TASK REQUIREMENTS:
Show every line in the entries below where the word "roads" appears.

DATA TO USE:
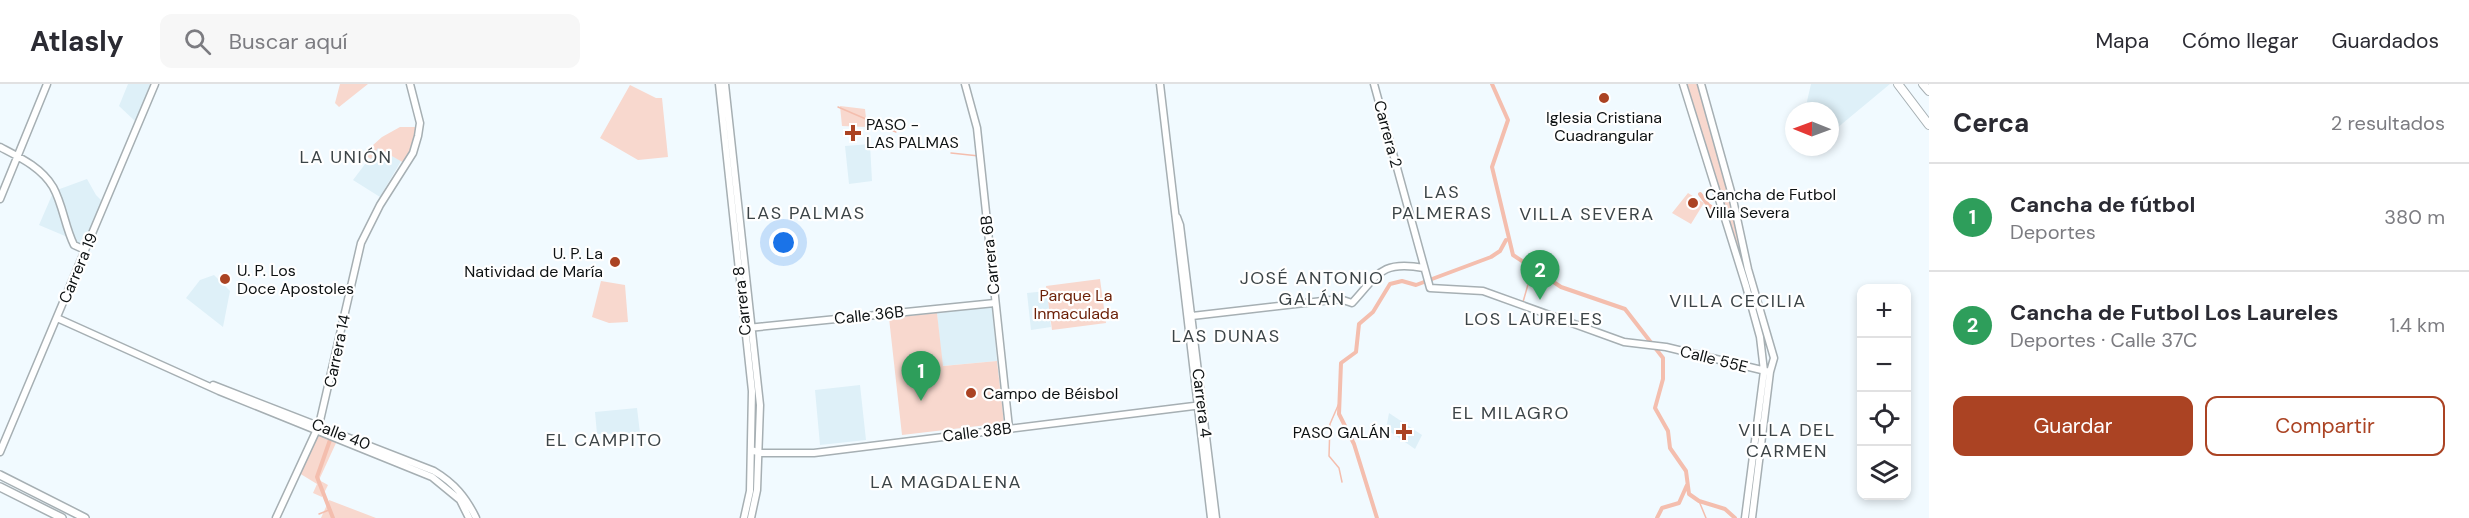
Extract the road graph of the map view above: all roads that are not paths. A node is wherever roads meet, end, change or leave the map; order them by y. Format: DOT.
---
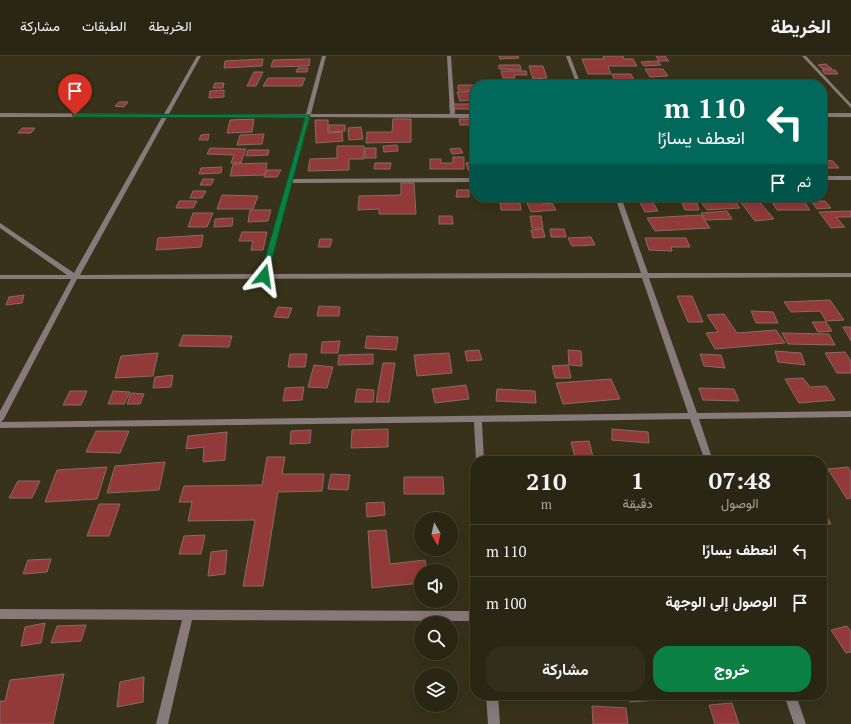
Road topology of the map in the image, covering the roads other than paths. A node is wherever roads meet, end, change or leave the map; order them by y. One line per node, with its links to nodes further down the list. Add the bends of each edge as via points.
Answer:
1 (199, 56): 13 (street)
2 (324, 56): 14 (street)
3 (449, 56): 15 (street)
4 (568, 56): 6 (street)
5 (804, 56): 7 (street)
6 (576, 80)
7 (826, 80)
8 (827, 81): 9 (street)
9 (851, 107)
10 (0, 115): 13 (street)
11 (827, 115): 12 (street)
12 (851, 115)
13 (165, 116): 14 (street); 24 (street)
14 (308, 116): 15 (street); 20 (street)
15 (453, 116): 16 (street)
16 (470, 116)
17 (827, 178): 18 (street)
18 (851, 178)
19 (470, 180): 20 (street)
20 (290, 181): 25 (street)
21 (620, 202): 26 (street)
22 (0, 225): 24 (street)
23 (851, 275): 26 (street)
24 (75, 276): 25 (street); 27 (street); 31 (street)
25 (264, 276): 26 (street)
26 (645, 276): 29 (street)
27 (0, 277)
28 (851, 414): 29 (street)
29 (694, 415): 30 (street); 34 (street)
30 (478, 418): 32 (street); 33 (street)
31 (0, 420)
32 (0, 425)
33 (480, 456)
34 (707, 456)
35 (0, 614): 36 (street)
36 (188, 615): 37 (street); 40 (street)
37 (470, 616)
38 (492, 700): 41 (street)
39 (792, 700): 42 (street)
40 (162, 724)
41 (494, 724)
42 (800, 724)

SOLVED PROBLEM:
Extract the road graph of the map view above: all roads that are not paths. A node is wherever roads meet, end, change or leave the map; order them by y. Format: DOT.
Road topology of the map in the image, covering the roads other than paths. A node is wherever roads meet, end, change or leave the map; order them by y. One line per node, with its links to nodes further down the list. Add the bends of each edge as via points.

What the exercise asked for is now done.